What Gray Wolves, Monarch Butterflies, and Giant Sequoias Tell Us about Borders and Biodiversity
In 2015, the massive influx of Syrian migrants—fleeing civil war and a global warming-induced drought—caused many European countries to close their borders. Slovenia, for example, constructed a razor-wire security fence along its 670-kilometer-long border with Croatia. Newspaper-ran images of lifeless red deer, after becoming entangled in coils of wire, alerted conservationists to join other protesters in contesting the barrier on both humanitarian and environmental grounds. Before the Dinaric Mountains were fenced, scientists had documented with GPS technologies the spatial extent to which brown bears, gray wolves, and Eurasian lynx regularly crossed the Slovenia-Croatia border. They demanded the fence come down. A similar story of suffering and death at border walls could be told about Central American refugees and transnational species on the United States-Mexico divide.
At the same moment when borders should be most open and porous for facilitating climate change adaptation, they are closing and hardening. When the Berlin Wall fell in 1989 (around when I was born), there were 15 border barriers worldwide; now there are 77 of them. Conservation biologists have been promoting unified transboundary management and celebrating localized examples of fence removal, but the global trend has been for an unprecedented increase in barriers preventing wildlife from moving across international borders.

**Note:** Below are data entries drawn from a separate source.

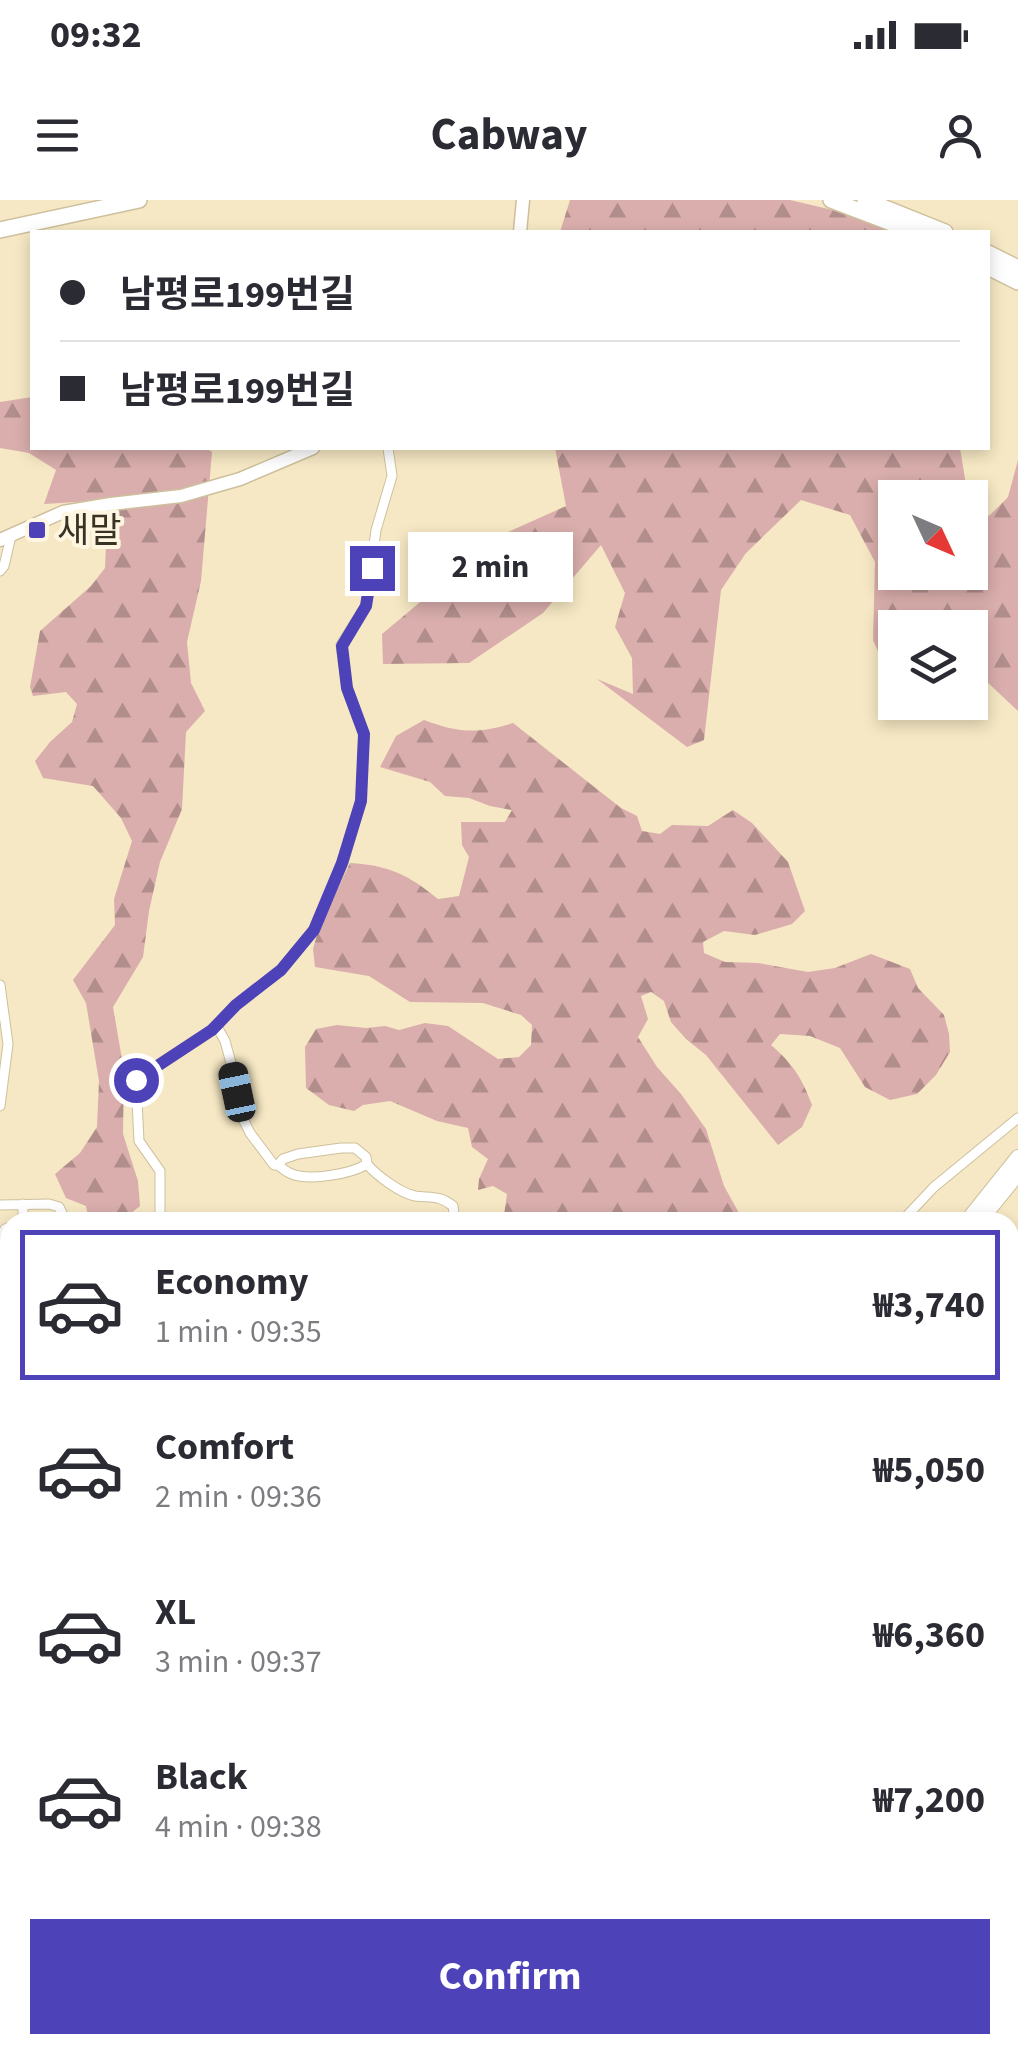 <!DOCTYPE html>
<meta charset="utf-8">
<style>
body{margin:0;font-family:"Source Sans 3","Noto Sans KR",sans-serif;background:#f7f7f7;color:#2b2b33;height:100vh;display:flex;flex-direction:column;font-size:38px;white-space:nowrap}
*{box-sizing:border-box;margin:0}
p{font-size:32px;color:#7c7c81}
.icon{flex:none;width:55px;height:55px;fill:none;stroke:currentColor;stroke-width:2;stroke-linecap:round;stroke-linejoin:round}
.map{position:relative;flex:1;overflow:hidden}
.drawer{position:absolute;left:0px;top:1012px;width:1020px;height:842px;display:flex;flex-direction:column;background:#fff;border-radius:30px 30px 0 0;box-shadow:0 5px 15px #0003}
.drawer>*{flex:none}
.hud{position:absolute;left:30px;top:30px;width:960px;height:220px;border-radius:0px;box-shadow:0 5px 15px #0003;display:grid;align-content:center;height:220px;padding:0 30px;background:#fff}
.needle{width:65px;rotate:134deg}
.fabs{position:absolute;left:878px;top:280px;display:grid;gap:20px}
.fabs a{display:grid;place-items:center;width:110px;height:110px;border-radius:0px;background:#fff;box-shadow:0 5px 15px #0003;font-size:50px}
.end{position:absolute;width:45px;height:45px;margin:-22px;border:12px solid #4e42b9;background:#fff;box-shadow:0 0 0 5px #fff}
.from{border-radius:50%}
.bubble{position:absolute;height:70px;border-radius:0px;background:#fff;box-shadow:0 5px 15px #0003;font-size:32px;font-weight:700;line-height:70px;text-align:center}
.car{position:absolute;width:30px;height:60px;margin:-30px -15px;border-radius:12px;box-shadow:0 0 8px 2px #0007;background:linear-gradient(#222 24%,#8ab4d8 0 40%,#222 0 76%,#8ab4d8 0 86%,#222 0)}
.hud b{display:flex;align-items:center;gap:35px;height:95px;font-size:38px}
.hud b+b{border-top:2px solid #e1e1e2}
.hud i{width:25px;height:25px;background:#2b2b33}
ul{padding:18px 0 0;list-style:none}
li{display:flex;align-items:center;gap:30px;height:150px;margin:0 20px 15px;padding:0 10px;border:5px solid transparent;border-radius:0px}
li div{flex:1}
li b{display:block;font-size:38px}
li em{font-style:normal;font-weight:700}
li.selected{border-color:#4e42b9}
li>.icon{width:90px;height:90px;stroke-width:1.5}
.cta{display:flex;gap:20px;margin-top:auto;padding:20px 30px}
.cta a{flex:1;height:115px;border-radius:0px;background:#4e42b9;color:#fff;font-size:40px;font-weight:700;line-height:115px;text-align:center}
.status{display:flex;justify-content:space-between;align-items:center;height:70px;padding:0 50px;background:#fff;direction:ltr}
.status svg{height:28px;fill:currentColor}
header{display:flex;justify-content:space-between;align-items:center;height:130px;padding:0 30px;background:#fff;font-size:45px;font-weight:700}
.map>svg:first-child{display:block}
.forest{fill:url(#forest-firs);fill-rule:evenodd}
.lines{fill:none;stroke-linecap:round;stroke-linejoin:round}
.street-casing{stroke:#cec09d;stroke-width:11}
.secondary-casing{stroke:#cec09d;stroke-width:15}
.primary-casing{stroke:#cec09d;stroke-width:16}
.highway-casing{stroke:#cec09d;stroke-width:18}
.street{stroke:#fff;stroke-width:9}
.secondary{stroke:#fff;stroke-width:12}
.primary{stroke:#fff;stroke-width:14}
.highway{stroke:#fff;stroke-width:15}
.route{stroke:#4e42b9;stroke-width:12}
.poi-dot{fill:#4e42b9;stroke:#fef6e0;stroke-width:4}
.labels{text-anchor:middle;stroke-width:8;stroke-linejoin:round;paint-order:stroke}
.poi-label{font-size:35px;fill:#373223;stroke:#fef6e0;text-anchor:start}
</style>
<div class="status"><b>09:32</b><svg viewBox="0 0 49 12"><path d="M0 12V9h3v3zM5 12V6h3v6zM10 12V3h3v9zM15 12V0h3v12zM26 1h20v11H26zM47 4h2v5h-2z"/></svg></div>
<header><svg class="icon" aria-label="menu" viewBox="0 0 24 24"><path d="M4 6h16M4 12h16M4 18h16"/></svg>Cabway<svg class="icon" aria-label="person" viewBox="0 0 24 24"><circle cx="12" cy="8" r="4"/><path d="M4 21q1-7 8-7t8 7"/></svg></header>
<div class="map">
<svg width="1018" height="1853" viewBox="0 0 1018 1853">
<defs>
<pattern id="forest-firs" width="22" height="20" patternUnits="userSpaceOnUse" patternTransform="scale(2.5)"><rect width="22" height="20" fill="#d9aeac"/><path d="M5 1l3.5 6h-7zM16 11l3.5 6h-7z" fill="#b18e8c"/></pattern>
</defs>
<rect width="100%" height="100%" fill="#f6e8c4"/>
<path class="forest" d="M 570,0 L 790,0 L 858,16 L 889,32 L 560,32 Z
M 32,197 L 32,248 L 206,248 L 212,252 L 201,381 L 187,442 L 191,483 L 205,511 L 186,532 L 182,609 L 160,662 L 149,711 L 143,757 L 113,807 L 124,871 L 123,934 L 138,981 L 140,1006 L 120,1022 L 89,1022 L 86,1006 L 66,998 L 55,974 L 80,953 L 97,927 L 99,881 L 86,803 L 73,780 L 115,725 L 114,699 L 132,641 L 121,618 L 93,586 L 43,578 L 35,561 L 50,542 L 72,522 L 77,504 L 66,492 L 33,496 L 30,487 L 40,431 L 91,386 L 105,368 L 107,323 L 93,301 L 44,304 L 56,270 L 29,253 L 0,248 L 0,202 Z
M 555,248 L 960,248 L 967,291 L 989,316 L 1008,297 L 1018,260 L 1018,511 L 970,466 L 970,428 L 895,428 L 895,474 L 888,474 L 873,440 L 875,362 L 850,315 L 801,300 L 746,353 L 721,390 L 704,540 L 687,547 L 597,479 L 633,494 L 632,458 L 615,427 L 625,393 L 601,345 L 543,413 L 469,463 L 383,464 L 382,434 L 499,336 L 566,306 ZM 895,298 L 970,298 L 970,372 L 895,372 Z
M 424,520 C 458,533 478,534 513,523 L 621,608 L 637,616 L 642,631 L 660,634 L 672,625 L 708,626 L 733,610 L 752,623 L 788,662 L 805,711 L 792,724 L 755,735 L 724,731 L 703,742 L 704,753 L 725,762 L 758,763 L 808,772 L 835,768 L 871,754 L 910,769 L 918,788 L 944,815 L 949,834 L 950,852 L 936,875 L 917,894 L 890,900 L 865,887 L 840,848 L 810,836 L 780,834 L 771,845 C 793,864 802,878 812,905 L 802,927 L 778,945 L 706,855 L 686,839 L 671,822 L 664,801 L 651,792 L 641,796 L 648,819 L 638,837 L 657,867 L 681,894 L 706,929 L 724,986 L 744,1022 L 503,1022 L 507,994 L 493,986 L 478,990 L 479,979 L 488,959 L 472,947 L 468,928 L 437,921 L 390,901 L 363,905 L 354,911 L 329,905 L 306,888 L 305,847 L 316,829 L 337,825 L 366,828 L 385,826 L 399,830 L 425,823 L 448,826 L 498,859 L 519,857 L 531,845 L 532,825 L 521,815 L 483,803 L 410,802 L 369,776 L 315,767 L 313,749 L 319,728 L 350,663 C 388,665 409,675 438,699 L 459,696 L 469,657 L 462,645 L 461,622 L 505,622 L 512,610 L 490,606 L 469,598 L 445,596 L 430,582 L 380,567 L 396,536 Z
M 1010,1324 L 1018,1334 L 1018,1665 L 1010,1669 Z
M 0,1604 L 10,1610 L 10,1714 L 1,1707 L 0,1699 Z
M 10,1793 L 10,1845 L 207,1845 L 210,1853 L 0,1853 L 0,1794 Z"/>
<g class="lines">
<g class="street-casing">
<path id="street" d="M 0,371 L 4,366 L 11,336
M 0,785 L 8,844 L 0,906
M 216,825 L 225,841 L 231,863 L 241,915 L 250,933 L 274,965 L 278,965 C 283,969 286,972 292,974 C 310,981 351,974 367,964 L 366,957 L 355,948 L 341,948 L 298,954 L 283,959 L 278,965
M 367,964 C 376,975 400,993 415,996 C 430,998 440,995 453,1006 L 455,1021
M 0,1005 L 49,1004 L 59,1007 L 63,1015 L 62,1022
M 18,1022 L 23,1017 L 23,1004
M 160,1022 L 160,971 L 139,941 L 136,880 L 212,830 L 236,805 L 281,770 L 314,730 L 343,663 L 361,601 L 364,534 L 347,489 L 341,445 L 366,406 L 376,330 L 392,276 L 388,248
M 901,1022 L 934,987 L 1018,918
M 0,1038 L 5,1029 L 10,1027
M 0,1041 L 4,1064 L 0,1077
M 0,1105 L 10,1110
M 1010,1195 L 1018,1196
M 1010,1765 L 1018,1748
M 1010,1806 L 1018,1810
M 213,1845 L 216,1853
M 974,1845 L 991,1853"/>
</g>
<g class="secondary-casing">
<path id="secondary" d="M 520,32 L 523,0
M 0,340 L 63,312 L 111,304 L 181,296 L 240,279 L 313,248"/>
</g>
<g class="primary-casing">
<path id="primary" d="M 966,1022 L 1018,957
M 979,1022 L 1018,974
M 308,1853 L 314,1845
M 322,1853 L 328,1845"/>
</g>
<g class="highway-casing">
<path id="highway" d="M 831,0 L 915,32
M 865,0 L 945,32
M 0,30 L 139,0
M 988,53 L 1018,68
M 988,67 L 1018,82"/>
</g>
<use href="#street" class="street"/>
<use href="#secondary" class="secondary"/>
<use href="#primary" class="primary"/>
<use href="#highway" class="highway"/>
</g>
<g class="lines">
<path class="route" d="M 136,880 L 212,830 L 236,805 L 281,770 L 314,730 L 342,663 L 361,601 L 364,534 L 347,488 L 342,446 L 366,406 L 372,368"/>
</g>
<rect class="poi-dot" x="27" y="320" width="20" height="20" rx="5"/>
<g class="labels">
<g class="poi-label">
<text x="57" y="342">새말</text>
</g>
</g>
</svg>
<div class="fabs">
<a><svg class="needle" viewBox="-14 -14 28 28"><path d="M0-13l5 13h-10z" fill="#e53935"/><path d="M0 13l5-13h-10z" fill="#7c7c81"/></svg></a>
<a><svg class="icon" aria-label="layers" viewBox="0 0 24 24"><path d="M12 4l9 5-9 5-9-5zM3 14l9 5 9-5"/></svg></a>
</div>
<i class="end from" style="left:136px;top:880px"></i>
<i class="end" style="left:372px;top:368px"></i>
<div class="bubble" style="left:408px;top:332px;width:165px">2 min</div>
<i class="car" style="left:237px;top:892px;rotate:348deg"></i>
<div class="hud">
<b><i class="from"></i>남평로199번길</b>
<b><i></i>남평로199번길</b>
</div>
<section class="drawer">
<ul>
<li class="selected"><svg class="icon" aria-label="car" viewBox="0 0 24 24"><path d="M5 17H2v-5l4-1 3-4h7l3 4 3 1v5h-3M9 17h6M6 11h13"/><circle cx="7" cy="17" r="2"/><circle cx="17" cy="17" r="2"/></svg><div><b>Economy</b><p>1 min · 09:35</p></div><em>₩3,740</em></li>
<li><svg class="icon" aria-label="car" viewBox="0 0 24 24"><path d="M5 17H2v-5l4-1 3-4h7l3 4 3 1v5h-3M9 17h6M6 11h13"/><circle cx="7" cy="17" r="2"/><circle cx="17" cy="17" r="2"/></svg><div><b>Comfort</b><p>2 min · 09:36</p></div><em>₩5,050</em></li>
<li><svg class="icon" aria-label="car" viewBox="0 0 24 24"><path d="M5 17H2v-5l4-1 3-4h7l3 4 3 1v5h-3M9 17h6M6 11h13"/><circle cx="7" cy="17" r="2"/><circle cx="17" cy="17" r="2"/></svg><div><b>XL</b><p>3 min · 09:37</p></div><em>₩6,360</em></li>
<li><svg class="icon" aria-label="car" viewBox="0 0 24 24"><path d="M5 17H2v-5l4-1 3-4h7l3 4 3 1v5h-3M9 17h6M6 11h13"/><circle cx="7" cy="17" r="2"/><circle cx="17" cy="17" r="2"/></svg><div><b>Black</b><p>4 min · 09:38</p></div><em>₩7,200</em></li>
</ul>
<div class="cta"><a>Confirm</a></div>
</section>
</div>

Why do people of different nationalities and their respective governments cooperate, or not, when it comes to managing transborder ecologies? This question becomes increasingly important as many species of wildlife move across international lines to adapt to a warming world. Although scientists, most notably biologist E.O. Wilson in Half-Earth, have recommended expanding or connecting protected areas with habitat corridors in order to halt the sixth mass extinction, slight historical work has investigated how biological organisms—in this case, gray wolves, monarch butterflies, and giant sequoias—challenged the traditional boundaries of parks and preserves, forcing people to alter conservation policies and practices to accommodate these newfound geographies.
My current project places the scientific and societal movements for large landscape conservation in time and space to contextualize the future trajectories of current environmental policies during an era of rising nationalism. We face a stark choice: solidarity across borders or extinction of species.